### What you have to do
List all lines of the data that include the string "Mole".

=== Records for this task ===

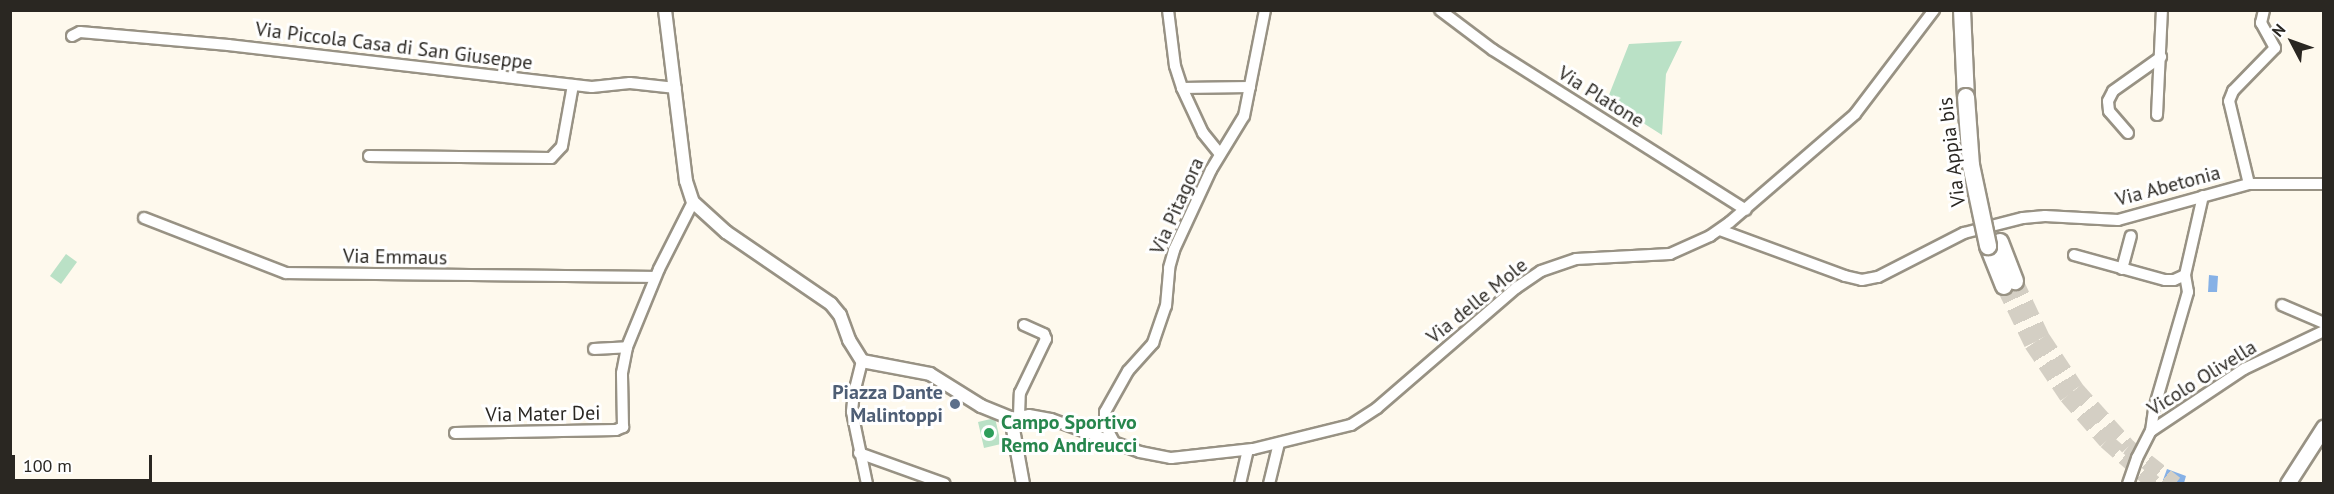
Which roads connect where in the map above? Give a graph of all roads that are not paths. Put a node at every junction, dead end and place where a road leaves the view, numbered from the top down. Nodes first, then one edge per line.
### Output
1 (664, 10) edge
2 (1168, 10) edge
3 (1264, 10) edge
4 (1440, 10) edge
5 (1934, 10) edge
6 (1962, 10) edge
7 (1973, 10) edge
8 (2162, 10) edge
9 (2264, 10) edge
10 (72, 36) dead end
11 (2161, 57) junction
12 (573, 85) junction
13 (1250, 87) junction
14 (676, 88) junction
15 (1182, 88) junction
16 (1972, 96) junction
17 (2157, 115) dead end
18 (2128, 133) dead end
19 (1220, 154) junction
20 (369, 156) dead end
21 (2249, 184) junction
22 (2324, 184) edge
23 (2203, 196) junction
24 (693, 202) junction
25 (1746, 210) junction
26 (144, 218) dead end
27 (1720, 230) junction
28 (2131, 236) dead end
29 (2074, 255) dead end
30 (2122, 269) junction
31 (2185, 275) junction
32 (655, 277) junction
33 (2009, 284) tunnel mouth
34 (2282, 305) dead end
35 (2324, 322) edge
36 (1023, 325) dead end
37 (2324, 331) edge
38 (627, 347) junction
39 (594, 349) dead end
40 (862, 361) junction
41 (1015, 417) junction
42 (2324, 428) edge
43 (2151, 431) junction
44 (455, 433) dead end
45 (1113, 440) junction
46 (1279, 443) junction
47 (1248, 450) junction
48 (859, 453) junction
49 (867, 483) edge
50 (945, 483) edge
51 (1023, 483) edge
52 (1240, 483) edge
53 (1269, 483) edge
54 (2128, 483) edge
55 (2288, 483) edge

1 - 14 street
2 - 15 street
3 - 13 street, Via Pitagora
4 - 25 street, Via Platone
5 - 25 street, Via delle Mole
6 - 16 highway, Via Appia bis
7 - 16 highway, Via Appia bis
8 - 11 street
9 - 21 street
10 - 12 street, Via Piccola Casa di San Giuseppe
11 - 17 street
11 - 18 street
12 - 14 street, Via Piccola Casa di San Giuseppe
12 - 20 street
13 - 15 street
13 - 19 street, Via Pitagora
14 - 24 street
15 - 19 street
16 - 33 highway, Via Appia bis, bridge
19 - 45 street, Via Pitagora
21 - 22 street, Via Abetonia
21 - 23 street, Via Abetonia
23 - 27 street, Via Abetonia
23 - 31 street
24 - 32 street, Via Mater Dei
24 - 40 street
25 - 27 street, Via delle Mole
26 - 32 street, Via Emmaus
27 - 46 street, Via delle Mole
28 - 30 street
29 - 30 street
30 - 31 street
31 - 43 street
32 - 38 street, Via Mater Dei
34 - 35 street
36 - 41 street
37 - 43 street, Vicolo Olivella
38 - 39 street
38 - 44 street, Via Mater Dei
40 - 41 street
40 - 48 street
41 - 45 street, Via delle Mole
41 - 51 street
42 - 55 main road
43 - 54 street, Vicolo Olivella
45 - 47 street, Via delle Mole
46 - 47 street, Via delle Mole
46 - 53 street
47 - 52 street
48 - 49 street
48 - 50 street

===

### Expected output
5 - 25 street, Via delle Mole
25 - 27 street, Via delle Mole
27 - 46 street, Via delle Mole
41 - 45 street, Via delle Mole
45 - 47 street, Via delle Mole
46 - 47 street, Via delle Mole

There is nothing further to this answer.